■ **Task to complete**: Report each line of the data that contains the string "Rinnicrew".

■ **Entries supplied**:
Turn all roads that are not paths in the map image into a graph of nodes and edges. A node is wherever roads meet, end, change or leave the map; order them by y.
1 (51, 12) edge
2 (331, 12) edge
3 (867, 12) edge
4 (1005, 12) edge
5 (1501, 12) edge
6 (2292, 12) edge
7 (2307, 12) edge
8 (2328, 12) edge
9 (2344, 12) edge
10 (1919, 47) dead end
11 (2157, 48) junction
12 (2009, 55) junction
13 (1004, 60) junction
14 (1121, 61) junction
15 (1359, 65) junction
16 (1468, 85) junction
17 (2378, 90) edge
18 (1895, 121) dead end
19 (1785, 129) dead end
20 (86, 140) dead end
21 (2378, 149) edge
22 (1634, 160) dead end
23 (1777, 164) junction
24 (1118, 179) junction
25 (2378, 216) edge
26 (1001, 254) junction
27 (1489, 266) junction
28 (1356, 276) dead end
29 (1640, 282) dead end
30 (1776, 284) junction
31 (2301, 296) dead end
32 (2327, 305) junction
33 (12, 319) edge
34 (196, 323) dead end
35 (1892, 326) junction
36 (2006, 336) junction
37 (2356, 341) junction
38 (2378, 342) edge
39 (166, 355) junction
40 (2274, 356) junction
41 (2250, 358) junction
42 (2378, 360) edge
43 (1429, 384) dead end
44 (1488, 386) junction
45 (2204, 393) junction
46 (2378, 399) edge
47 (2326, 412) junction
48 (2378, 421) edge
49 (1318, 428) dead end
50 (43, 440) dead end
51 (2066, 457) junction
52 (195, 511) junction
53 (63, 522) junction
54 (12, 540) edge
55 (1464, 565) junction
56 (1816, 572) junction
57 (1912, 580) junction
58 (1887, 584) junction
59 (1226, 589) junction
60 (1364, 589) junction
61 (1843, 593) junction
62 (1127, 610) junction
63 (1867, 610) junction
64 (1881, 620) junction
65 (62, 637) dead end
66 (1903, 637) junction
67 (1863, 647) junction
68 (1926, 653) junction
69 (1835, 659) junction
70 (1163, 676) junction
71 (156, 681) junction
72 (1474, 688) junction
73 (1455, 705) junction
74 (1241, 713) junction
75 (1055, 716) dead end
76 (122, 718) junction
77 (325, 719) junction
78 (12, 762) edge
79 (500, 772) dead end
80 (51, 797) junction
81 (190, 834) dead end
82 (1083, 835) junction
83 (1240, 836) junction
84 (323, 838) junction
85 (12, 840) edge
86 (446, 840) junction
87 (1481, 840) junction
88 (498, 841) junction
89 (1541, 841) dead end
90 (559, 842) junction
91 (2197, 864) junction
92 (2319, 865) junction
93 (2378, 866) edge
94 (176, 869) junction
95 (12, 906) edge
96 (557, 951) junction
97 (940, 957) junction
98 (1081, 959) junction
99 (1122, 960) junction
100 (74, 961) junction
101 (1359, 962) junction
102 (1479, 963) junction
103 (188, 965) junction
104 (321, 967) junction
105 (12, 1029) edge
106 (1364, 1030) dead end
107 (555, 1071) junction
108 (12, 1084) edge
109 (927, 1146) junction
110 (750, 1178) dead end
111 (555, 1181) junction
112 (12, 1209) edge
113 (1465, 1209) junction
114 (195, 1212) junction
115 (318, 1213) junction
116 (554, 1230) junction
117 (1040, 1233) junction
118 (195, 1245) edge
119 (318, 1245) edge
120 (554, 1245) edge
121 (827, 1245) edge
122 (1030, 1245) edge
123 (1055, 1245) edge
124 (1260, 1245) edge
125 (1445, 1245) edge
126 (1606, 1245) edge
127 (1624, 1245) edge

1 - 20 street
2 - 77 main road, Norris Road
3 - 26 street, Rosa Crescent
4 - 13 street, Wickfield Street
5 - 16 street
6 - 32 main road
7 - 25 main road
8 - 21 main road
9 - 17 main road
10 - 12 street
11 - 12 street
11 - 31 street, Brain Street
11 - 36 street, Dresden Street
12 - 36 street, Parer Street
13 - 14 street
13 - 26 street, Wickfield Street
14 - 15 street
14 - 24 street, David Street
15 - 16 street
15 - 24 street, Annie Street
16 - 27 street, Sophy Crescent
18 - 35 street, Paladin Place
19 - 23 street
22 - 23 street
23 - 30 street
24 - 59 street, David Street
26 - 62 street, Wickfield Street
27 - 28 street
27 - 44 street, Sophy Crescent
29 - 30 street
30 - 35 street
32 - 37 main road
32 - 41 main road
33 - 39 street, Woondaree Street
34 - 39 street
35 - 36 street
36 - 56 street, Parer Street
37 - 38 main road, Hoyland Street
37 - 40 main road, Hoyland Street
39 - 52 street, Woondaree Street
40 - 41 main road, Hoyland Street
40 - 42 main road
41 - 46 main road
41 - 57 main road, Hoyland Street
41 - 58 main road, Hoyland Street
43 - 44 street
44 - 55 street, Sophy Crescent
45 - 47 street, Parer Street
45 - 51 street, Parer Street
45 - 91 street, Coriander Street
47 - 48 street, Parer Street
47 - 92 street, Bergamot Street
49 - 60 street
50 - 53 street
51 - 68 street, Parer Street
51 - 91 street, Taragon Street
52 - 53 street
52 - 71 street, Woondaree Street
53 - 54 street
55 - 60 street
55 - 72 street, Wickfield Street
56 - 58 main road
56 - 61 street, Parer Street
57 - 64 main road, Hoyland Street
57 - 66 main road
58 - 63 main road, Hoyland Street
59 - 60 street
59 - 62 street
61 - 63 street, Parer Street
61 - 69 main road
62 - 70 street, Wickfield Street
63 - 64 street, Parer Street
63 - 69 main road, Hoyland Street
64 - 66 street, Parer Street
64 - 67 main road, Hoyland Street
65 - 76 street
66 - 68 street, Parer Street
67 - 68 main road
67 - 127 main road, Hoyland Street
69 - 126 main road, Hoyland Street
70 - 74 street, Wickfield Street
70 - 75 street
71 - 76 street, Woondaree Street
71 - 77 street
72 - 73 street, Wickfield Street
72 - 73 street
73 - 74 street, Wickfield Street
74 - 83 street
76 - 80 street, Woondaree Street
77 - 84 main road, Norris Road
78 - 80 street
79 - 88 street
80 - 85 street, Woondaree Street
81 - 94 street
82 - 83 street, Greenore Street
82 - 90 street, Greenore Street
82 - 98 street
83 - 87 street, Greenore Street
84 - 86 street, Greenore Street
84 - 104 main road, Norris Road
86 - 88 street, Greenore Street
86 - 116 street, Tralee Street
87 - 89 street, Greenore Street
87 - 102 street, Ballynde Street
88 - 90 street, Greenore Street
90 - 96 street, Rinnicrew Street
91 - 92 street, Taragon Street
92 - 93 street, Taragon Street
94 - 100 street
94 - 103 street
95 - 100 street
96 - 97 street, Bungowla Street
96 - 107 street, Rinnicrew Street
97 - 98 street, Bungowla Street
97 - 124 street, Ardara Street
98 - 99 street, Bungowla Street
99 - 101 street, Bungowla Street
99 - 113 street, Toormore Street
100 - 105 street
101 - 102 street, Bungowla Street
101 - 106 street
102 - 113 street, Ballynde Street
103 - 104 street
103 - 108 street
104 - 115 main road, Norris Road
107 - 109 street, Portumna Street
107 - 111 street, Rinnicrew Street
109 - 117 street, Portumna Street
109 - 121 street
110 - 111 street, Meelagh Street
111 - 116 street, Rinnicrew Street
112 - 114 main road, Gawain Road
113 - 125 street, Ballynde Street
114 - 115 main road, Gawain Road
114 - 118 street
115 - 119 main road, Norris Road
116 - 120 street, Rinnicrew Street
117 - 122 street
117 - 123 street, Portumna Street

■ **Answer to this problem**:
90 - 96 street, Rinnicrew Street
96 - 107 street, Rinnicrew Street
107 - 111 street, Rinnicrew Street
111 - 116 street, Rinnicrew Street
116 - 120 street, Rinnicrew Street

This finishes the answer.